Locate every line in the records below that holds the word "numbered" and return each one.
□ □ □
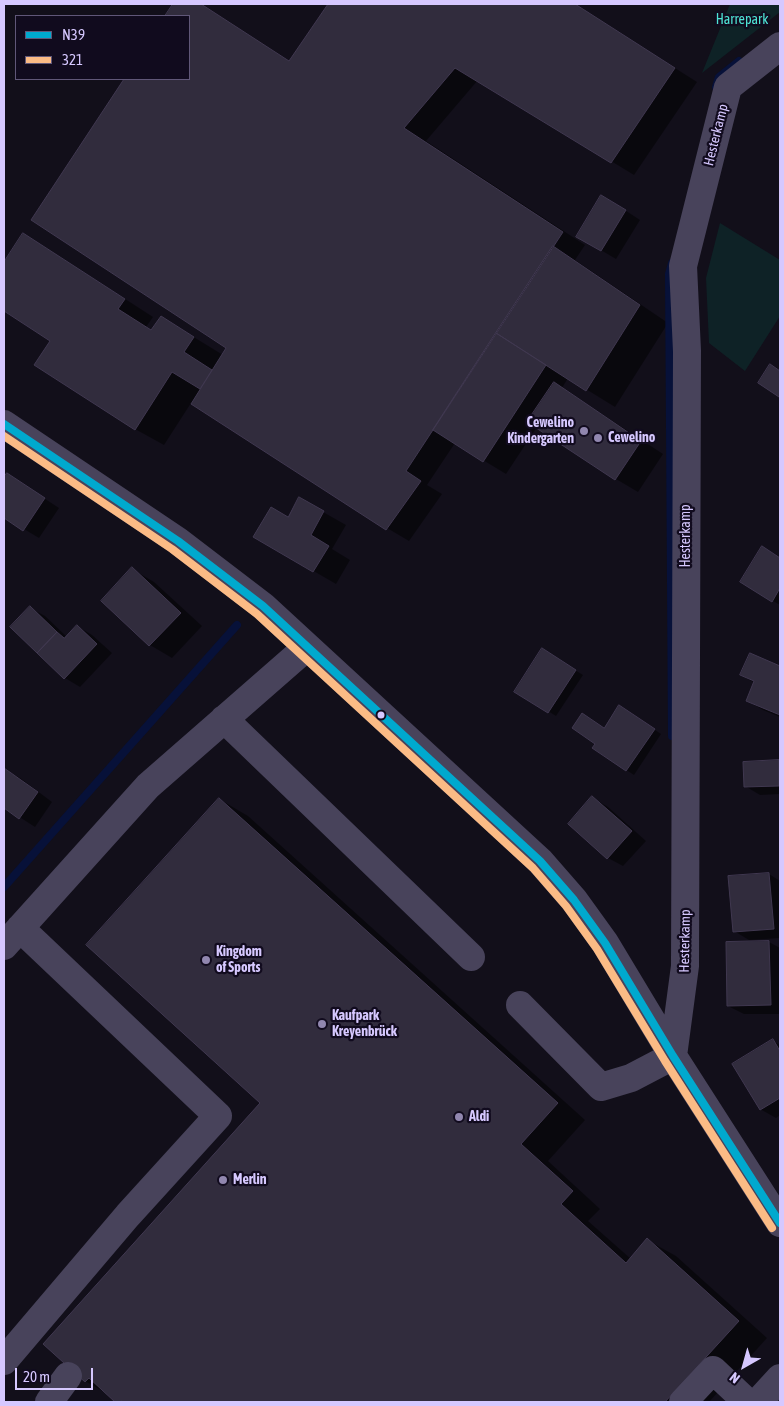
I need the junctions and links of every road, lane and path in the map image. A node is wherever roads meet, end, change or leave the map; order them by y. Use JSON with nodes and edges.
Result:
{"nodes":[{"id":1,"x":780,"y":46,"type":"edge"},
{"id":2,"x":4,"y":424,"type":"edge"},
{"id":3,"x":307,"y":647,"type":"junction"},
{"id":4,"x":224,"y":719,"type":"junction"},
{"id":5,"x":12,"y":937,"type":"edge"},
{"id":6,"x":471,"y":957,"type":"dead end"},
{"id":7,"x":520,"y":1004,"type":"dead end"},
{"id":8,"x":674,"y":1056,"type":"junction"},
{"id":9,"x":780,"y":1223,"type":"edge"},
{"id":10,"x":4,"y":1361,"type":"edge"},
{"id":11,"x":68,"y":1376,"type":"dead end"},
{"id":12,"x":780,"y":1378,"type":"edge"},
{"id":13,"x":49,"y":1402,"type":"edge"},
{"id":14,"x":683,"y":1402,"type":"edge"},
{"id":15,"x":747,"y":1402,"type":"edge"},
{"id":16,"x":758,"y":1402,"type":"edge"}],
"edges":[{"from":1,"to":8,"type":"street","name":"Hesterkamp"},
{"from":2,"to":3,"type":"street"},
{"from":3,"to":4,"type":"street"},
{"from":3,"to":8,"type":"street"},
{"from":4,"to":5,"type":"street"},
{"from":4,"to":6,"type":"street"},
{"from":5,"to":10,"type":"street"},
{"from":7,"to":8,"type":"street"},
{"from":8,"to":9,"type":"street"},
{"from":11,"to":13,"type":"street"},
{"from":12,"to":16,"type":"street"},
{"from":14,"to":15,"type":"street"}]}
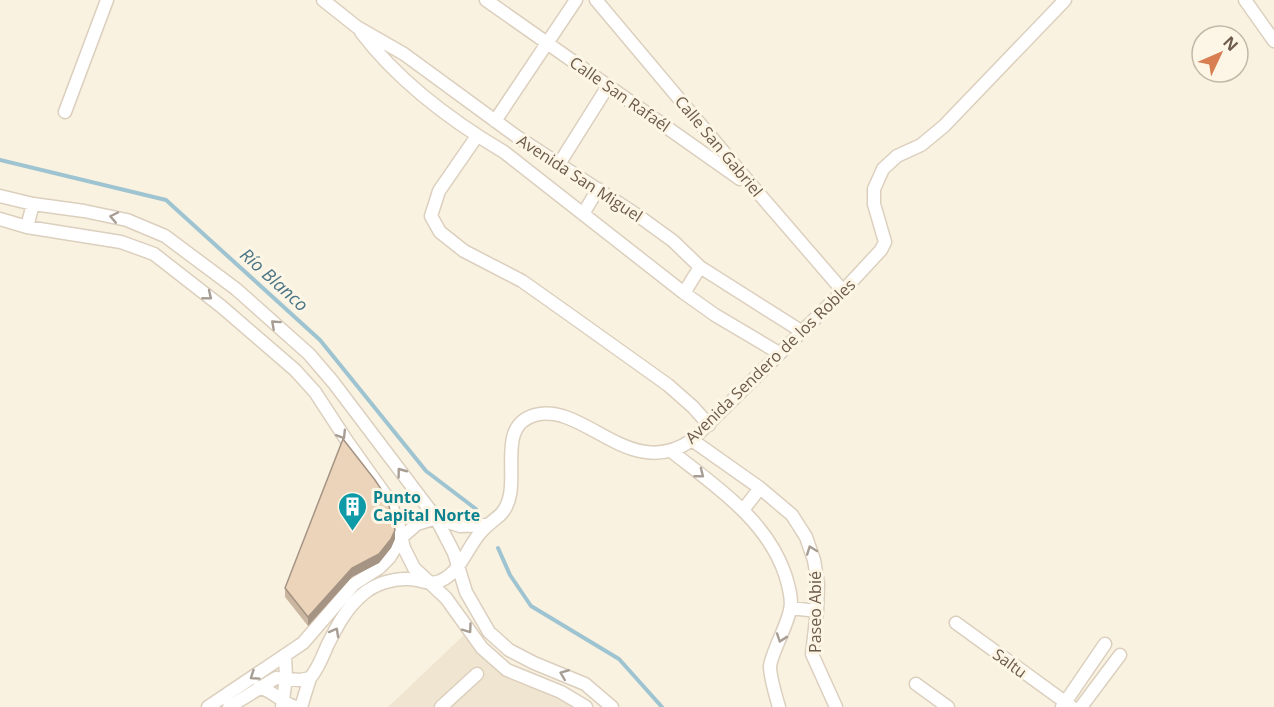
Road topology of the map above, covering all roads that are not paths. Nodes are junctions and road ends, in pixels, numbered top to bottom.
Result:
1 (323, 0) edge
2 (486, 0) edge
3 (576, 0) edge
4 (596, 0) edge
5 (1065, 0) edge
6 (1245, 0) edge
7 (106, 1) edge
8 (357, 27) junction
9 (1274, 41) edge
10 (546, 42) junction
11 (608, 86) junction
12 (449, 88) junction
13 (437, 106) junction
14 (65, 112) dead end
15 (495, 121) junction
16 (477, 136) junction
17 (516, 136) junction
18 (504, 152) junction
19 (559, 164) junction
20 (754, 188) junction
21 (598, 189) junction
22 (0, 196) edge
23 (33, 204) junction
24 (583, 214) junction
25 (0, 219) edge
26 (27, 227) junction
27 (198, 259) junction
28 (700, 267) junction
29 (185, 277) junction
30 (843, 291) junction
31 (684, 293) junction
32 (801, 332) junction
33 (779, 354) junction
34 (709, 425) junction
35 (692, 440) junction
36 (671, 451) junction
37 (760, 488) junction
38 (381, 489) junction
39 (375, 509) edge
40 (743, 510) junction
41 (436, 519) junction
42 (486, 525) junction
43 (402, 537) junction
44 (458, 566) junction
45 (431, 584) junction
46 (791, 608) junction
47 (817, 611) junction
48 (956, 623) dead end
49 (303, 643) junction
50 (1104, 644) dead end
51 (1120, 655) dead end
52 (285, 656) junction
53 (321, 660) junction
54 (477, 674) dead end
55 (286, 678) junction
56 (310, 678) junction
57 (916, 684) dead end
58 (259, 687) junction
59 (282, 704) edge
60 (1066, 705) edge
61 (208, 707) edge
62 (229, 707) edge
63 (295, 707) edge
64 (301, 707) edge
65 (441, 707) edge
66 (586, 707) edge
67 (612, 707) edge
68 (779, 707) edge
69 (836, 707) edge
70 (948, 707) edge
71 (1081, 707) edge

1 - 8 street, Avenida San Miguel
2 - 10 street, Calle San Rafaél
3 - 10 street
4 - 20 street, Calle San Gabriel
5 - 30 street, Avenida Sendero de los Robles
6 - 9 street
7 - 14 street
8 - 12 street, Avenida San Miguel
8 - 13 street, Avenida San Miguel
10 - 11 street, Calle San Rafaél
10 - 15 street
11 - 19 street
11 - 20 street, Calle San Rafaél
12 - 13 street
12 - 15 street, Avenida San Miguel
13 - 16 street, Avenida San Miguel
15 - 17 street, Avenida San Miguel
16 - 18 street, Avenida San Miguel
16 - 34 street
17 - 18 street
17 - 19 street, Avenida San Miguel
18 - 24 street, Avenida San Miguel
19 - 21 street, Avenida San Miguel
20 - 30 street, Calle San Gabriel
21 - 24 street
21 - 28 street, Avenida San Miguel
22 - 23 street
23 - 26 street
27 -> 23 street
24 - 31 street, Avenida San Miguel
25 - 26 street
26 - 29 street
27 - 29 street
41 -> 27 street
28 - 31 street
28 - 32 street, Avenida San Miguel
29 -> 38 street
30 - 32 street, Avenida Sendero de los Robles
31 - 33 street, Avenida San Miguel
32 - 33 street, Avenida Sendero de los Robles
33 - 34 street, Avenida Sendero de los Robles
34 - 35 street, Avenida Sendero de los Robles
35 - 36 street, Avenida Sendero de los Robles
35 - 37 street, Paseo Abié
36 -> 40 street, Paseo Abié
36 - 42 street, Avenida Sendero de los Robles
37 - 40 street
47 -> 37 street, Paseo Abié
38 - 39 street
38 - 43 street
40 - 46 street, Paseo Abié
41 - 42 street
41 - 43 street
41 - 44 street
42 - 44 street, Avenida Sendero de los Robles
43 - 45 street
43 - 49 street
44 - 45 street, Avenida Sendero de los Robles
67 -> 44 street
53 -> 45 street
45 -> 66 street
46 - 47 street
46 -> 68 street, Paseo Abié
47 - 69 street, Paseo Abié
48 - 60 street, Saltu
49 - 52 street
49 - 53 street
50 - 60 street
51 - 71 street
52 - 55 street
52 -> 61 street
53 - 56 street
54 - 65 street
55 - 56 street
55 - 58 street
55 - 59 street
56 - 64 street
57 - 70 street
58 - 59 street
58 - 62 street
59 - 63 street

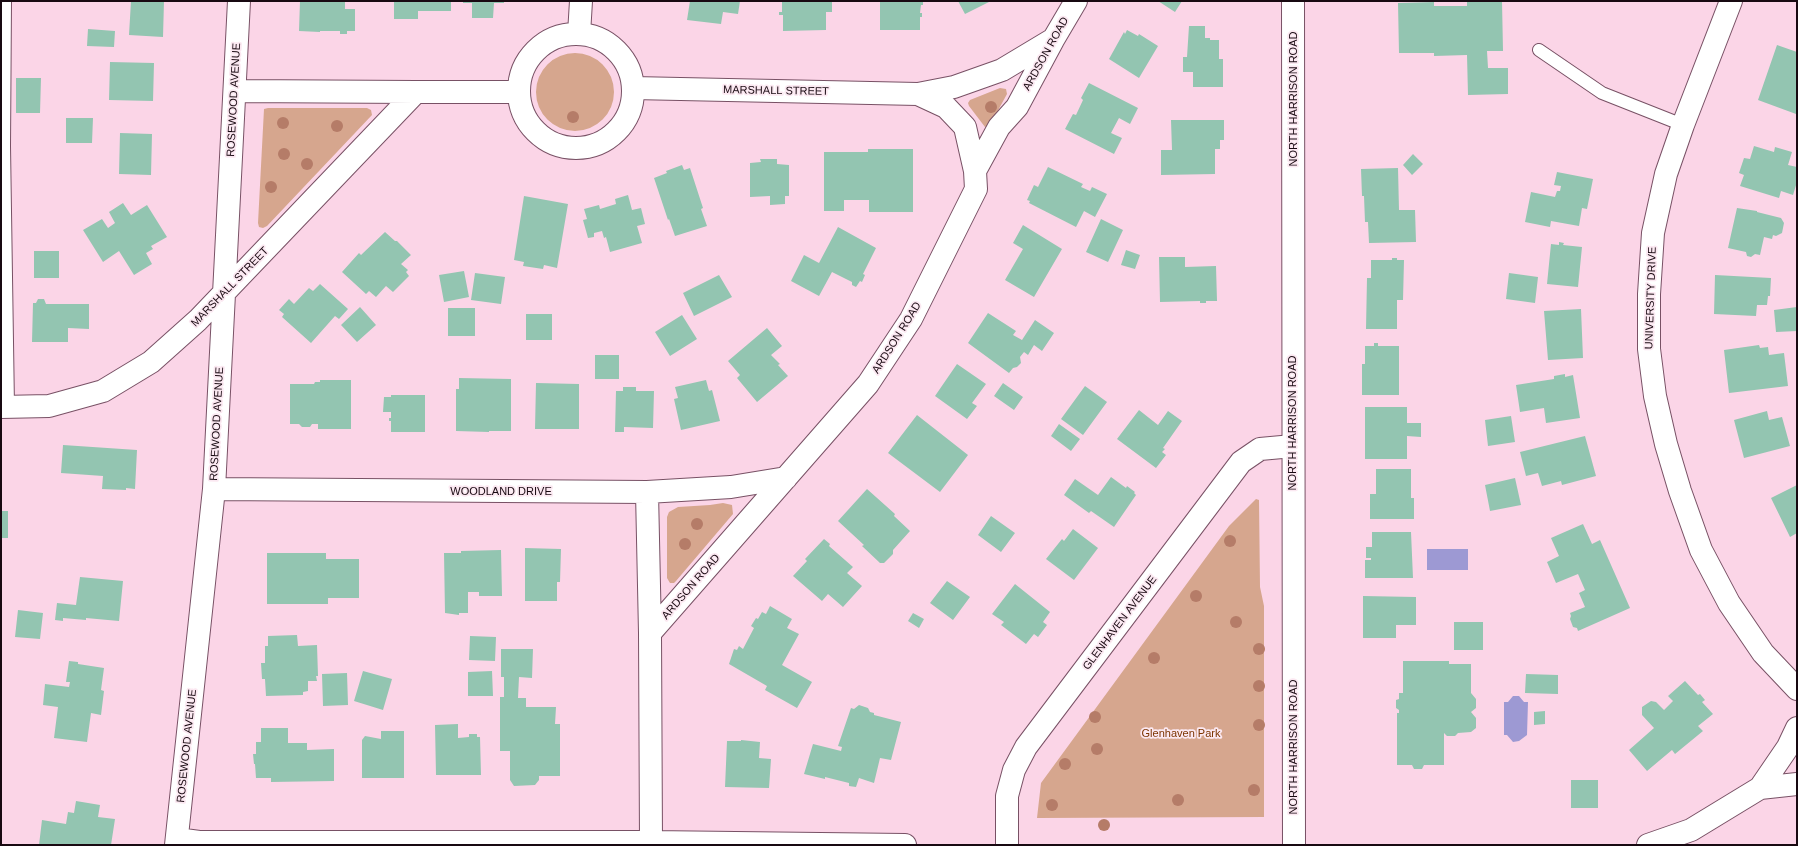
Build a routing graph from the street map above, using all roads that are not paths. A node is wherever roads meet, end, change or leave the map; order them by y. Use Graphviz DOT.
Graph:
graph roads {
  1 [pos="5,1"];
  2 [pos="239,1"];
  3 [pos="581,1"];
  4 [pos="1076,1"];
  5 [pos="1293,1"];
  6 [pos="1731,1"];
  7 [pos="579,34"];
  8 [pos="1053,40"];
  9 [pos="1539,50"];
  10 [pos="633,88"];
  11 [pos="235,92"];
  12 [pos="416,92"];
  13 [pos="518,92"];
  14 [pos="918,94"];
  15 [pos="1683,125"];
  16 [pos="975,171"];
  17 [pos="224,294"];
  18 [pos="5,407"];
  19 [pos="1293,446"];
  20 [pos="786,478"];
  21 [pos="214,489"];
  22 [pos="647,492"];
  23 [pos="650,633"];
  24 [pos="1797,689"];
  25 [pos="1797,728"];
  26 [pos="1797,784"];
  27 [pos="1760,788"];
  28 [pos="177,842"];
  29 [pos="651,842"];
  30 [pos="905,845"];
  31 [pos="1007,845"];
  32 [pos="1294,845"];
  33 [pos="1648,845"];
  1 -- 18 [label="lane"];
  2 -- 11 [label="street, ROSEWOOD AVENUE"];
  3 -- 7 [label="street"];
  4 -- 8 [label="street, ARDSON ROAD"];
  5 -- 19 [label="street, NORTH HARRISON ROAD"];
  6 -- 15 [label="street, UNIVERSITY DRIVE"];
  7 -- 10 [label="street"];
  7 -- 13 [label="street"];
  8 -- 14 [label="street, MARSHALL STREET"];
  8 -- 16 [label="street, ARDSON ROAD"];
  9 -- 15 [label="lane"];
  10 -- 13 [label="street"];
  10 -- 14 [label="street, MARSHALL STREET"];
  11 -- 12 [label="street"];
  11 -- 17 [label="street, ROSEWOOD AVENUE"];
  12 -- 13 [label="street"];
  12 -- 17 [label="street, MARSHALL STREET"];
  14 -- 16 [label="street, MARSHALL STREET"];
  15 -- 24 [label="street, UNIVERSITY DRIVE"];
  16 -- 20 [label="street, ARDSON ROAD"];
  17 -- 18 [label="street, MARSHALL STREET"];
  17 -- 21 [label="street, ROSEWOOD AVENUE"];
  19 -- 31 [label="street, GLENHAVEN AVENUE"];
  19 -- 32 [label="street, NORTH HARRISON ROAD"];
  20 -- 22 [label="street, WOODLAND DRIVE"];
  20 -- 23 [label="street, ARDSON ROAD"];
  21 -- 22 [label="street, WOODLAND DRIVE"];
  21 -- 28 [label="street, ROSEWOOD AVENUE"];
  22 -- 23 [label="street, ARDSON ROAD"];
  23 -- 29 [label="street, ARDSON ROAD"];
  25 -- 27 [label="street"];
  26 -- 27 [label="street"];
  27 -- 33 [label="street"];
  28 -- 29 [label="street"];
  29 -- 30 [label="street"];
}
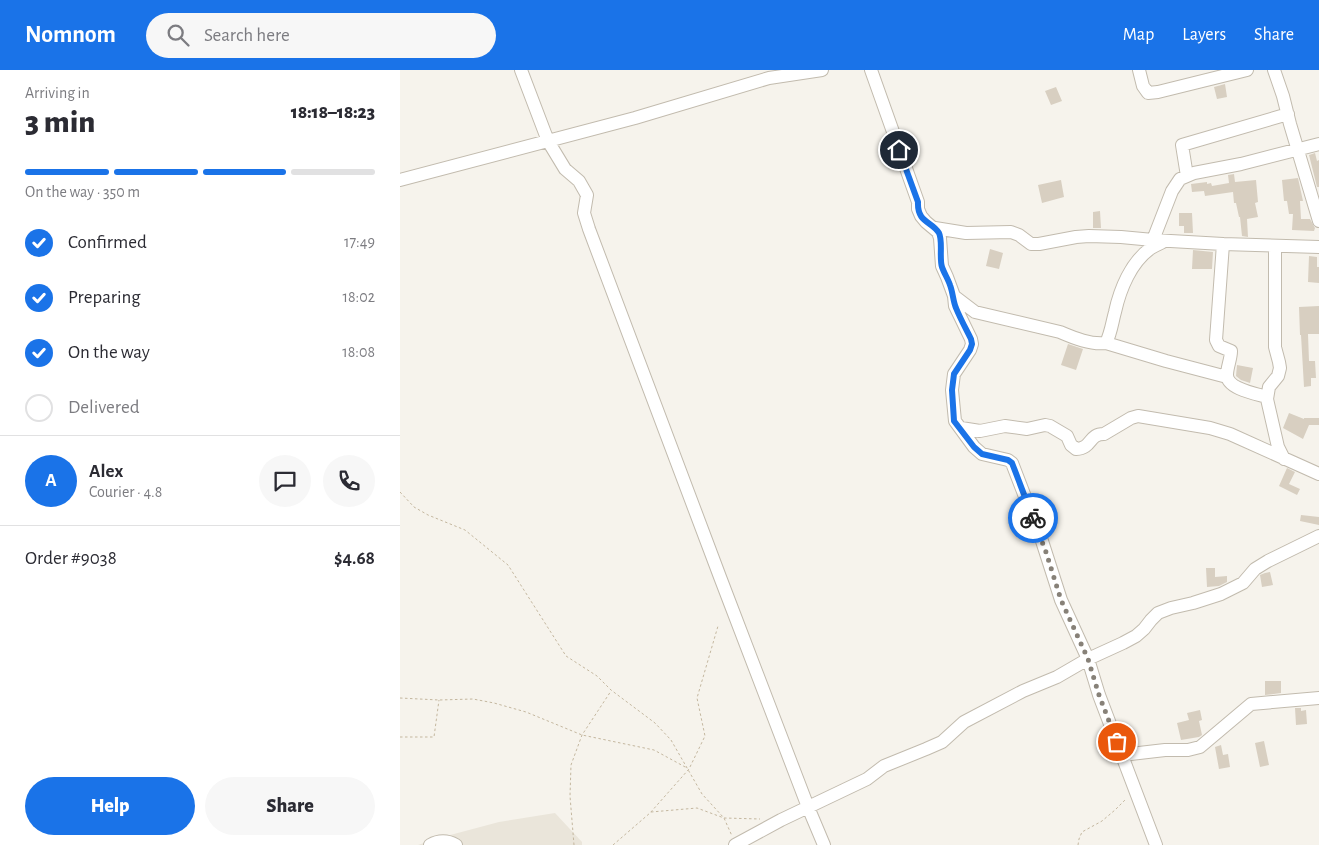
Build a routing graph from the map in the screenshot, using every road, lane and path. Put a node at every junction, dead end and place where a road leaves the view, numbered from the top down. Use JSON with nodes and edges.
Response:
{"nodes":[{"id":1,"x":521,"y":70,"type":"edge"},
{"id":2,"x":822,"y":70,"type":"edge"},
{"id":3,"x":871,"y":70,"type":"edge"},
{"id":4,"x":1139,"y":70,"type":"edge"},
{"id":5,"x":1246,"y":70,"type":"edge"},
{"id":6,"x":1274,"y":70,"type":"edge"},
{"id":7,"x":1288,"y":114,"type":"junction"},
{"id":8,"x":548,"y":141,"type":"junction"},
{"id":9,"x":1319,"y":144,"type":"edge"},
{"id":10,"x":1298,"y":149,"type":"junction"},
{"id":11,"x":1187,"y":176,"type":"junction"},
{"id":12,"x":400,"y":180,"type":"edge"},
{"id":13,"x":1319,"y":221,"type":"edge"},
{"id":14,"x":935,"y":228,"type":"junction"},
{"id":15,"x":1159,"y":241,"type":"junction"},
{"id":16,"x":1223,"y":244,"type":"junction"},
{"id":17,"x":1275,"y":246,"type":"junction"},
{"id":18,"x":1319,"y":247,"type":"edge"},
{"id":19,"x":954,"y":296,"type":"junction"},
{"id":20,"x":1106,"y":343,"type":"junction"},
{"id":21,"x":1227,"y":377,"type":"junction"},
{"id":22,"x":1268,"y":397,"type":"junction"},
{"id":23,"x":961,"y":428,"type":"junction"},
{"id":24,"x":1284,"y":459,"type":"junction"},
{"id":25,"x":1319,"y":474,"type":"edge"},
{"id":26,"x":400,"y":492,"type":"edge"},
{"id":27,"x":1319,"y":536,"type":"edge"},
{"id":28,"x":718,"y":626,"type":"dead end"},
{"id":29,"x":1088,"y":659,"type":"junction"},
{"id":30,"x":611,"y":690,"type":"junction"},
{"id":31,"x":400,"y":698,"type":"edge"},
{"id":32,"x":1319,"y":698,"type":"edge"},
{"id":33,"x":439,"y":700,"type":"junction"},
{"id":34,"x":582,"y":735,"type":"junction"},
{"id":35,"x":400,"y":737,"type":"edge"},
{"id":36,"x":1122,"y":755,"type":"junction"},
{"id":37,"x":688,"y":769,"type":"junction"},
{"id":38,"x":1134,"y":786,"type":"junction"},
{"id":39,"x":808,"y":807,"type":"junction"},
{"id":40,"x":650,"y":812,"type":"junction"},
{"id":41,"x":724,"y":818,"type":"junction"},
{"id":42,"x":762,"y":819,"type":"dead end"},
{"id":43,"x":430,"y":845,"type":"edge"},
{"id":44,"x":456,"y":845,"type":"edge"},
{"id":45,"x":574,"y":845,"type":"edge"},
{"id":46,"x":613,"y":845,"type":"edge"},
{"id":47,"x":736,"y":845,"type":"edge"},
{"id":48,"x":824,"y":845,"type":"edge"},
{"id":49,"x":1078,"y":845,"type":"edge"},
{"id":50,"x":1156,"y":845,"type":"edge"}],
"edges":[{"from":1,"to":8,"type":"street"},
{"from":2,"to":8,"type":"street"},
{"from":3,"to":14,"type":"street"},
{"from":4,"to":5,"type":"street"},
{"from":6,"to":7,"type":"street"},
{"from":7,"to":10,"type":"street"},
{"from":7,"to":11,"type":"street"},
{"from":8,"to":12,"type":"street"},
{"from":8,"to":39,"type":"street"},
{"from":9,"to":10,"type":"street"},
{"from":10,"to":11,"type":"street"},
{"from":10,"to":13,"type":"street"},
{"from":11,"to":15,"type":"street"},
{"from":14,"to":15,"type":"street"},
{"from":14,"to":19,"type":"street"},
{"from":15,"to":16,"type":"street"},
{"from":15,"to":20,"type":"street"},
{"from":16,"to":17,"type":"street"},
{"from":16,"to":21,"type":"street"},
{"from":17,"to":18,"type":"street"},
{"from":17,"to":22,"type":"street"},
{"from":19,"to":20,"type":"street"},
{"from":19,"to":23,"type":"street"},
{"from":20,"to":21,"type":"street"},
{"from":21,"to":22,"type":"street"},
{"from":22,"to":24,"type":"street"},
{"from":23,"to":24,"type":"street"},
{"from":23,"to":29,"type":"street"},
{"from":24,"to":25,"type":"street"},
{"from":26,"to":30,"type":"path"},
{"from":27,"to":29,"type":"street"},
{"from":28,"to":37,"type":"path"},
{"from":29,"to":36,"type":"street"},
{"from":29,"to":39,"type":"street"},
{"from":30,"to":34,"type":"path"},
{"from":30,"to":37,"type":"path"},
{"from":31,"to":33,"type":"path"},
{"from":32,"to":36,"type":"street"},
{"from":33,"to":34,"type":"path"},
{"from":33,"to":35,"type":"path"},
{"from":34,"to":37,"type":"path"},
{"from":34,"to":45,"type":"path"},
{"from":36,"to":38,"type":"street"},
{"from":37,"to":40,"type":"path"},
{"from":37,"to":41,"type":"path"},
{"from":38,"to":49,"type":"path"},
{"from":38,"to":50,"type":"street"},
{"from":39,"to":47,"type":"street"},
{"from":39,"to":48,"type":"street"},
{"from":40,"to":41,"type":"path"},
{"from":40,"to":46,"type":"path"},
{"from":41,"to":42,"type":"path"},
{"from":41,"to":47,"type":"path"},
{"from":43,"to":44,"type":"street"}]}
□ □ □
Expected answer -
Road topology of the map above, covering all roads that are not paths. Nodes are junctions and road ends, in pixels, numbered top to bottom.
Build a routing graph from the map in the screenshot, using every road, lane and path. Put a node at every junction, dead end and place where a road leaves the view, numbered from the top down. Use JSON with nodes and edges.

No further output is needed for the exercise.